The dilemma of crystallography at the beginning of the 1980s was as follows: can quasi-periodic space filling be regarded as a crystal? It seemed that, after the theoretical work of Mackay and Ogawa, even if the concepts of classical crystallography did not allow quasi-periodic space filling into the system, their existence could no longer be ignored, although no one had reported to find such structures.

Dan Shechtman and his colleagues in a laboratory at the American National Institute of Standards and Technology near Washington, D.C. examined the material structure of alloys with the help of X-ray diffraction images. Shechtman found X-ray diffraction images displaying tenfold symmetry. As it later transpired, a number of crystallographers investigating the structure of matter had already encountered such images. They had always thrown them away as bad exposures. In 1982, when he looked through many hundred exposures in a single night, and rejected several seemingly “defective” images, he was struck by the idea that they were perhaps not defective, after all. It could not be an accident that there were so many of them. Maybe there was some kind of regularity behind their occurrence? With his colleagues, he set about examining the rejected pictures again, together with the sample of the material they had been taken of, a suddenly cooled aluminium-manganese alloy (Shechtman et al. 1984). This was how he discovered the materials that would later be called quasicrystals.

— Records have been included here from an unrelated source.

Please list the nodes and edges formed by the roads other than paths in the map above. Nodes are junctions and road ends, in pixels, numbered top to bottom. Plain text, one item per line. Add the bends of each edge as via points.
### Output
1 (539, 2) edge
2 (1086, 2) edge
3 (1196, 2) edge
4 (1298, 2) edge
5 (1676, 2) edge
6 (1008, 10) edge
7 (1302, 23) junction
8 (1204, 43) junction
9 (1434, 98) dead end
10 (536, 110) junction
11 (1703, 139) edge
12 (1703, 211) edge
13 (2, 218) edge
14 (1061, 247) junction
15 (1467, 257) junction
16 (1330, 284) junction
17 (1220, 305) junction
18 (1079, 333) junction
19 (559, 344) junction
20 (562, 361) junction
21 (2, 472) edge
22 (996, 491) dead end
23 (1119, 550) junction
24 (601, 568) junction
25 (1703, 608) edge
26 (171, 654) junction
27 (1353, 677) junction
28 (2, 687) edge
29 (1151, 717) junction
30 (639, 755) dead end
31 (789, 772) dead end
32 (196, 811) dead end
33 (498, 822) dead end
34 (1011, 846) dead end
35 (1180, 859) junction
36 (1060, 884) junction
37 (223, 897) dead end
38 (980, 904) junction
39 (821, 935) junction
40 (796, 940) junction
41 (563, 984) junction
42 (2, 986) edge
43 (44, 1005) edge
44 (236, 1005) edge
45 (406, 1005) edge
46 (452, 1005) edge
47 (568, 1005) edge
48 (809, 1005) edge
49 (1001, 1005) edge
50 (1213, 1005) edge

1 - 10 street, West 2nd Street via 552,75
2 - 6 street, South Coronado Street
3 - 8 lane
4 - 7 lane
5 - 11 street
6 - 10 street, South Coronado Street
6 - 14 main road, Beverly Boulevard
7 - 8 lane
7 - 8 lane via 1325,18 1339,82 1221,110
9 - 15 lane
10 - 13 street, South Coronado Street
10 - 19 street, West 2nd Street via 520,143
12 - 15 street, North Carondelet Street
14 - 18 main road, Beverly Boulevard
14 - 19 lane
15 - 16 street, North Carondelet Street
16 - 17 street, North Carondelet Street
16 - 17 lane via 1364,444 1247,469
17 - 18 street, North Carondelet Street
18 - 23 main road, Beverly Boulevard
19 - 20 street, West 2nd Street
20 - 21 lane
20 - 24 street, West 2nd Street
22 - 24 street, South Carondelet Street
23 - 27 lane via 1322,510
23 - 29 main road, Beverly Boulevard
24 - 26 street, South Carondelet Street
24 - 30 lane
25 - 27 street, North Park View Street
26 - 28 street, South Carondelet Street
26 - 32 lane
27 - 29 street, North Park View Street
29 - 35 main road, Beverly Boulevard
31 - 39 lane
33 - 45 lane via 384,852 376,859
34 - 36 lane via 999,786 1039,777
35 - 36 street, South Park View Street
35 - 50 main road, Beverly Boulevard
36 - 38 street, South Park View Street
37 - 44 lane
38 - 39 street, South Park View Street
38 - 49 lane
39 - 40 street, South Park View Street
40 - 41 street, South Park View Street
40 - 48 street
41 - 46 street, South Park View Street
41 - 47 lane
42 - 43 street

Their result was an encouragement to all those who had previously not dared to believe in the existence of samples of materials displaying fivefold symmetry. From this point on, “faulty” X-ray images were no longer thrown in the rubbish bin, and one alloy after the next was discovered to have similar symmetry. Quasicrystals, with their fivefold symmetry, opened a new chapter in material science. However, the community of crystallographers resisted to acknowledge the existence of quasiperiodic crystalline arrangements of atoms with fivefold symmetry and multiple golden section proportions, which contradicted to the canon accepted since the Fedorov-Schönflies doctrine. It took years while a journal has accepted to publish their paper.Footnote 2 Shechtman was awarded the Nobel prize for his epoch-making discovery of crystalline structures demonstrating fivefold symmetry only in 2011.

Summary

Symmetric properties of material structures led to many discoveries. To remain in the domain of material science, one can mention the discoveries of the fullerenes (Kroto et al. 1985, acknowledged by Nobel prize in 1996) and the production of graphene, which is important to nanoscience (acknowledged by Nobel prize in 2010). Quasicrystals took their place in artworks as well. All they—along with many others in particle physics and life sciences—demonstrate the productivity of interdisciplinary clues and holistic thoughts bridging between arts and sciences.